- Data in this exercise:

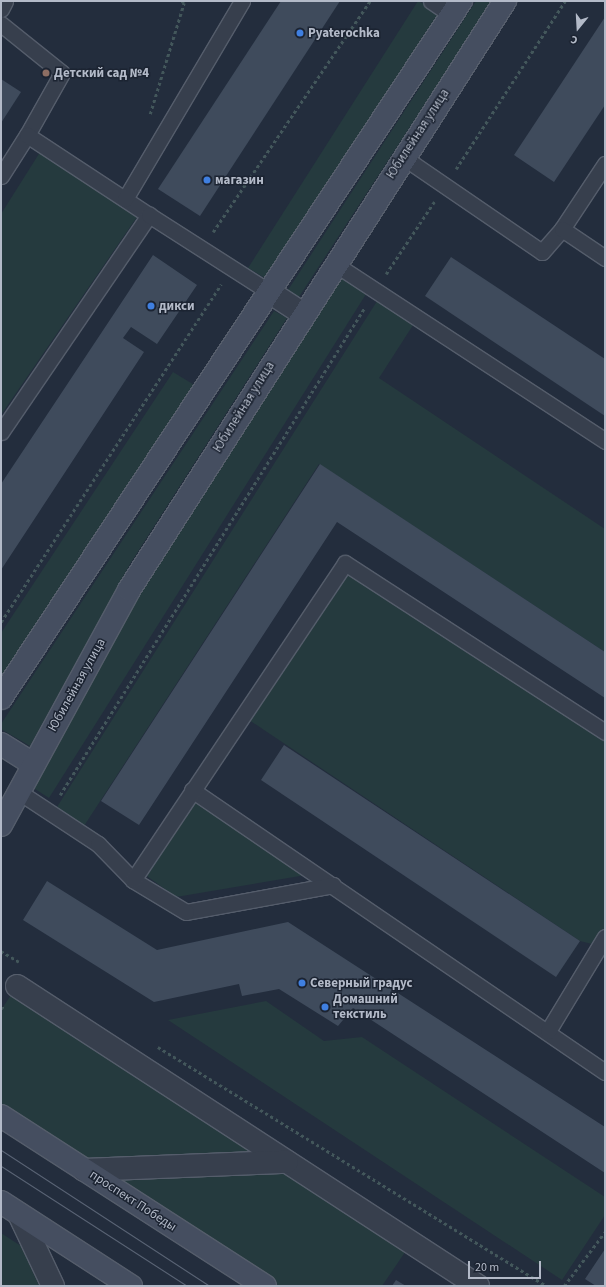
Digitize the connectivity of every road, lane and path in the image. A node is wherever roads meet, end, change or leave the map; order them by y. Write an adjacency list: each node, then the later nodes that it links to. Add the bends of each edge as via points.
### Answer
1 (5, 1): 9 (lane)
2 (181, 1): 11 (path, via 184,3)
3 (242, 1): 17 (lane)
4 (370, 1): 20 (path)
5 (431, 1): 8 (lane)
6 (505, 1): 13 (street, Юбилейная улица)
7 (565, 1): 16 (path)
8 (457, 8): 25 (street)
9 (1, 9)
10 (1, 24): 12 (lane, via 62,73)
11 (148, 123)
12 (27, 135): 15 (lane); 17 (lane)
13 (402, 157): 16 (lane); 22 (street, Юбилейная улица)
14 (605, 164): 19 (lane)
15 (1, 176)
16 (445, 186): 19 (lane, via 542,252); 24 (path)
17 (125, 199): 18 (lane)
18 (149, 215): 20 (lane); 27 (lane)
19 (562, 229): 21 (lane)
20 (202, 248): 23 (lane)
21 (605, 258)
22 (335, 264): 24 (lane); 26 (street, Юбилейная улица)
23 (232, 267): 25 (lane); 29 (path)
24 (376, 291): 28 (lane); 36 (path)
25 (271, 293): 26 (street); 30 (street)
26 (303, 314): 33 (street, Юбилейная улица, via 129,590)
27 (1, 432)
28 (605, 441)
29 (1, 622)
30 (1, 698)
31 (605, 732): 34 (lane, via 345,563)
32 (1, 744): 33 (street)
33 (33, 764): 35 (street, Юбилейная улица)
34 (192, 790): 38 (lane); 39 (lane)
35 (19, 792): 36 (lane); 37 (street, Юбилейная улица)
36 (49, 812): 38 (lane, via 98,844)
37 (1, 825)
38 (133, 880): 39 (lane, via 186,912)
39 (332, 885): 44 (lane)
40 (605, 937): 44 (lane)
41 (1, 951): 42 (path)
42 (21, 963)
43 (17, 986): 48 (street)
44 (548, 1031): 46 (lane)
45 (156, 1046): 56 (path)
46 (605, 1072)
47 (1, 1116): 49 (street, проспект Победы)
48 (287, 1162): 49 (street); 55 (street)
49 (84, 1170): 54 (street, проспект Победы)
50 (10, 1208): 52 (street); 53 (street)
51 (605, 1232): 57 (path)
52 (53, 1286)
53 (131, 1286)
54 (265, 1286)
55 (478, 1286)
56 (546, 1286)
57 (564, 1286)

- Task objective: Pictures stay out; the data above is to be returned exactly.

- Written solution:
Digitize the connectivity of every road, lane and path in the image. A node is wherever roads meet, end, change or leave the map; order them by y. Write an adjacency list: each node, then the later nodes that it links to. Add the bends of each edge as via points.
### Answer
1 (5, 1): 9 (lane)
2 (181, 1): 11 (path, via 184,3)
3 (242, 1): 17 (lane)
4 (370, 1): 20 (path)
5 (431, 1): 8 (lane)
6 (505, 1): 13 (street, Юбилейная улица)
7 (565, 1): 16 (path)
8 (457, 8): 25 (street)
9 (1, 9)
10 (1, 24): 12 (lane, via 62,73)
11 (148, 123)
12 (27, 135): 15 (lane); 17 (lane)
13 (402, 157): 16 (lane); 22 (street, Юбилейная улица)
14 (605, 164): 19 (lane)
15 (1, 176)
16 (445, 186): 19 (lane, via 542,252); 24 (path)
17 (125, 199): 18 (lane)
18 (149, 215): 20 (lane); 27 (lane)
19 (562, 229): 21 (lane)
20 (202, 248): 23 (lane)
21 (605, 258)
22 (335, 264): 24 (lane); 26 (street, Юбилейная улица)
23 (232, 267): 25 (lane); 29 (path)
24 (376, 291): 28 (lane); 36 (path)
25 (271, 293): 26 (street); 30 (street)
26 (303, 314): 33 (street, Юбилейная улица, via 129,590)
27 (1, 432)
28 (605, 441)
29 (1, 622)
30 (1, 698)
31 (605, 732): 34 (lane, via 345,563)
32 (1, 744): 33 (street)
33 (33, 764): 35 (street, Юбилейная улица)
34 (192, 790): 38 (lane); 39 (lane)
35 (19, 792): 36 (lane); 37 (street, Юбилейная улица)
36 (49, 812): 38 (lane, via 98,844)
37 (1, 825)
38 (133, 880): 39 (lane, via 186,912)
39 (332, 885): 44 (lane)
40 (605, 937): 44 (lane)
41 (1, 951): 42 (path)
42 (21, 963)
43 (17, 986): 48 (street)
44 (548, 1031): 46 (lane)
45 (156, 1046): 56 (path)
46 (605, 1072)
47 (1, 1116): 49 (street, проспект Победы)
48 (287, 1162): 49 (street); 55 (street)
49 (84, 1170): 54 (street, проспект Победы)
50 (10, 1208): 52 (street); 53 (street)
51 (605, 1232): 57 (path)
52 (53, 1286)
53 (131, 1286)
54 (265, 1286)
55 (478, 1286)
56 (546, 1286)
57 (564, 1286)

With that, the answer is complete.